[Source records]
☆ ☆ ☆ ☆

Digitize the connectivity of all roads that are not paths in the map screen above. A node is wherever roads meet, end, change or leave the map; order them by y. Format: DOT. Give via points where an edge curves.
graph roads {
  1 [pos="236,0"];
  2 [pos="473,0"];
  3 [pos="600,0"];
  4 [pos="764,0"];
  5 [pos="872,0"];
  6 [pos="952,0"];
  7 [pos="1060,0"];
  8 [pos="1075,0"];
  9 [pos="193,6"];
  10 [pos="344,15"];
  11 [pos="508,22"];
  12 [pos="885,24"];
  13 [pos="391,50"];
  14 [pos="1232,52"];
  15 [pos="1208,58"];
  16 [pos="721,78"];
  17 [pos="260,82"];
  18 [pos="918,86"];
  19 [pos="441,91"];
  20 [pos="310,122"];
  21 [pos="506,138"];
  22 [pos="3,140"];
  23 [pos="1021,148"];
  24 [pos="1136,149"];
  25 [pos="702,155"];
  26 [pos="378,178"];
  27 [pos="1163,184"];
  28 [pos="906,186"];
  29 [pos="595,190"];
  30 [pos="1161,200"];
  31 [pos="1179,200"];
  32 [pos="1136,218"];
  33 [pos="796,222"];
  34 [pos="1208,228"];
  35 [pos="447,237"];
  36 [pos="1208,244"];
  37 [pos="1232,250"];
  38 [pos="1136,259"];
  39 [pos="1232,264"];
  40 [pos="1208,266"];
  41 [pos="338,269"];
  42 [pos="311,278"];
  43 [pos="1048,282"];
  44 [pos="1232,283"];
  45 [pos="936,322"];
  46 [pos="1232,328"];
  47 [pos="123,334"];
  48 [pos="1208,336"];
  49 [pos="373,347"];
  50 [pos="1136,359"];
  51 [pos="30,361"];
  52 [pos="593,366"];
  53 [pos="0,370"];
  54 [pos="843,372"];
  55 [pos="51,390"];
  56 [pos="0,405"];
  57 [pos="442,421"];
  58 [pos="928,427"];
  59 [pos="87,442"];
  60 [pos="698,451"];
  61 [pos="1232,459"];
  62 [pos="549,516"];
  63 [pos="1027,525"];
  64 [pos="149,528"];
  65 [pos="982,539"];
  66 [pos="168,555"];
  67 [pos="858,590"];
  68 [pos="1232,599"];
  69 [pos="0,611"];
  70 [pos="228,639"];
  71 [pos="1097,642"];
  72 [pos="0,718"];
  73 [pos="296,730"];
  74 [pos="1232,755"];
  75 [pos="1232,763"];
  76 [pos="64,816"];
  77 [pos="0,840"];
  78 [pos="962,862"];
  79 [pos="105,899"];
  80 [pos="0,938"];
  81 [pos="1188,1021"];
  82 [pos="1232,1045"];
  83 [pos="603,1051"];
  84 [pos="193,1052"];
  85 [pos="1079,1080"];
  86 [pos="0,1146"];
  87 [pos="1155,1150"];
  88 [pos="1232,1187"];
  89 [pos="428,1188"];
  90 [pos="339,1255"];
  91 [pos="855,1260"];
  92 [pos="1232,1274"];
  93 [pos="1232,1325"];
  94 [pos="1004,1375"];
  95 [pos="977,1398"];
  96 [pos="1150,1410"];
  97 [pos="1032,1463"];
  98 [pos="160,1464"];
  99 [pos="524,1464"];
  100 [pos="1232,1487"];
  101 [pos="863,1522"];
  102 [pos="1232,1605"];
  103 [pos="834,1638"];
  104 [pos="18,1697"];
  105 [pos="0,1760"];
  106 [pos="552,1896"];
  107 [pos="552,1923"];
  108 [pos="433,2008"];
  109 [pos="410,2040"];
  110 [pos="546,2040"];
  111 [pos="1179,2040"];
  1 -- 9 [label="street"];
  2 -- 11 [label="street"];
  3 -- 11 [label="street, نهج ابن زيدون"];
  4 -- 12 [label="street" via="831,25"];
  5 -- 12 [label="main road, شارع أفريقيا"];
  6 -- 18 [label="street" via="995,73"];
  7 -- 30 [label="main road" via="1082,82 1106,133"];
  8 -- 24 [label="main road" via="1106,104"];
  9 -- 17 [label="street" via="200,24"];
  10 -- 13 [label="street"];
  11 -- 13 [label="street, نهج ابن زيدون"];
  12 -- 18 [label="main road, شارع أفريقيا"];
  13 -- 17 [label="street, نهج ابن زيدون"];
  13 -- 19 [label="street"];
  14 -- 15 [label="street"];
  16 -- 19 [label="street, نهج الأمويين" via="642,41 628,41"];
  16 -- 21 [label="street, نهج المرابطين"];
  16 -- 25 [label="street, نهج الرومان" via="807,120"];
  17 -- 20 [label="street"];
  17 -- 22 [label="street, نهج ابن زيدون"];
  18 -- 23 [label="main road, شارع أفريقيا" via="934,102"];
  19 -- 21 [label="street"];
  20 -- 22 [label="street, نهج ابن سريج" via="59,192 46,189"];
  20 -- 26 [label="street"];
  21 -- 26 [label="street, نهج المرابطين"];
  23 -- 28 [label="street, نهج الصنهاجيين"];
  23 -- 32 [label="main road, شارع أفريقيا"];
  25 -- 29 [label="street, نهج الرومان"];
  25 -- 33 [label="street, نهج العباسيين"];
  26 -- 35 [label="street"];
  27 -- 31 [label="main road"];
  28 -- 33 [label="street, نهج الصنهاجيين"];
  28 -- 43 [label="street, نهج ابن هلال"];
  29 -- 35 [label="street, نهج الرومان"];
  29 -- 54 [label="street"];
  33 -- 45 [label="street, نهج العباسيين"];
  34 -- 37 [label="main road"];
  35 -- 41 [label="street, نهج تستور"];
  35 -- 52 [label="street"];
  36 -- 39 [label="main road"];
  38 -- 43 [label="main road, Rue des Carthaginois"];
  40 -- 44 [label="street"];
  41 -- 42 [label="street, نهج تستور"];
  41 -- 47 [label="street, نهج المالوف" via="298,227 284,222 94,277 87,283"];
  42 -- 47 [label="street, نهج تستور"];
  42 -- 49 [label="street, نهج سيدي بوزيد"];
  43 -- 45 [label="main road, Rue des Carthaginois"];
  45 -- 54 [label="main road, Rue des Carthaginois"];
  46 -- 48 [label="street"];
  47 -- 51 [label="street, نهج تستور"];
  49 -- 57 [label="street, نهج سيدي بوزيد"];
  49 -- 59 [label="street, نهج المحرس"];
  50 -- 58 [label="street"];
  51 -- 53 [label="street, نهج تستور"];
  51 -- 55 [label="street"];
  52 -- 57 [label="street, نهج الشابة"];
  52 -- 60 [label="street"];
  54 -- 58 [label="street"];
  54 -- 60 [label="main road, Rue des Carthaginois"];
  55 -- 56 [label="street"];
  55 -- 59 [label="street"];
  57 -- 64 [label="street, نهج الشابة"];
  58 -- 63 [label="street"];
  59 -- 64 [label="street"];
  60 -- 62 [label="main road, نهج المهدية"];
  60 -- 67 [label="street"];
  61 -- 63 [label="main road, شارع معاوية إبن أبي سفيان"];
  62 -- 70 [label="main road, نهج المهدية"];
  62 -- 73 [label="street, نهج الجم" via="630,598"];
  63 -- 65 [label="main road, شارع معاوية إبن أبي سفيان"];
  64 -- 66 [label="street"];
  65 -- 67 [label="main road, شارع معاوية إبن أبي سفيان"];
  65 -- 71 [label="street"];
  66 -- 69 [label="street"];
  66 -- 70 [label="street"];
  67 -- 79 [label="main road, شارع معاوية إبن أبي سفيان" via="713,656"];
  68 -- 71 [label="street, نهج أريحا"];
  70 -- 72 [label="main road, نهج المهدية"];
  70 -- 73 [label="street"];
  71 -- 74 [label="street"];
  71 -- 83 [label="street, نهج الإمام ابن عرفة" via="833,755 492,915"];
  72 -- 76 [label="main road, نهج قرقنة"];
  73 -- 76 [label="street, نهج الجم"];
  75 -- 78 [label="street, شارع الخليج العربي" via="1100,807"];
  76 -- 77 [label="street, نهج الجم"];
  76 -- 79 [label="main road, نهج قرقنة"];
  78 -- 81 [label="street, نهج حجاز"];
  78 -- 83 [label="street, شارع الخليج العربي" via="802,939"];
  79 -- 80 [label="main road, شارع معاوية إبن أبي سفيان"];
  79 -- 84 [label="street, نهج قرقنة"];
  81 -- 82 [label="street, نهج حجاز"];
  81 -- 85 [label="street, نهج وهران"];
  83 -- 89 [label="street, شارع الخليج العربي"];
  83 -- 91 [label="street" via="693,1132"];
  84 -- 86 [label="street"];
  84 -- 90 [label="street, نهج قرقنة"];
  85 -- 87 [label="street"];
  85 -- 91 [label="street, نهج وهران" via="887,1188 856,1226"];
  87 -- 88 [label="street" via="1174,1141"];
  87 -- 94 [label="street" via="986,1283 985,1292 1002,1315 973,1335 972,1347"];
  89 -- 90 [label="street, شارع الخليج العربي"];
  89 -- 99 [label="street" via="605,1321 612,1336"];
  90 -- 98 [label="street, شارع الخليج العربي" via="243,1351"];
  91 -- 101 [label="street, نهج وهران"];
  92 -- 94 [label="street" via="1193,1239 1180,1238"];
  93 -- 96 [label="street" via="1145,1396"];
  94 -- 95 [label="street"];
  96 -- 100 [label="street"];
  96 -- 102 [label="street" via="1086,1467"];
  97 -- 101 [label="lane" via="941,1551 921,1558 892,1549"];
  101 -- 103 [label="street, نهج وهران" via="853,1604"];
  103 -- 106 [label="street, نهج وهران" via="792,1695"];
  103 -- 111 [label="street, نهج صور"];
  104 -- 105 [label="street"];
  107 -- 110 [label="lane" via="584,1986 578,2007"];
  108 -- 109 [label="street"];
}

☆ ☆ ☆ ☆

GOAL OF THE EXERCISE — If a line of the data contains the word "وهران", count it; say how many such lines there are and nothing else.

FINISHED EXERCISE — 5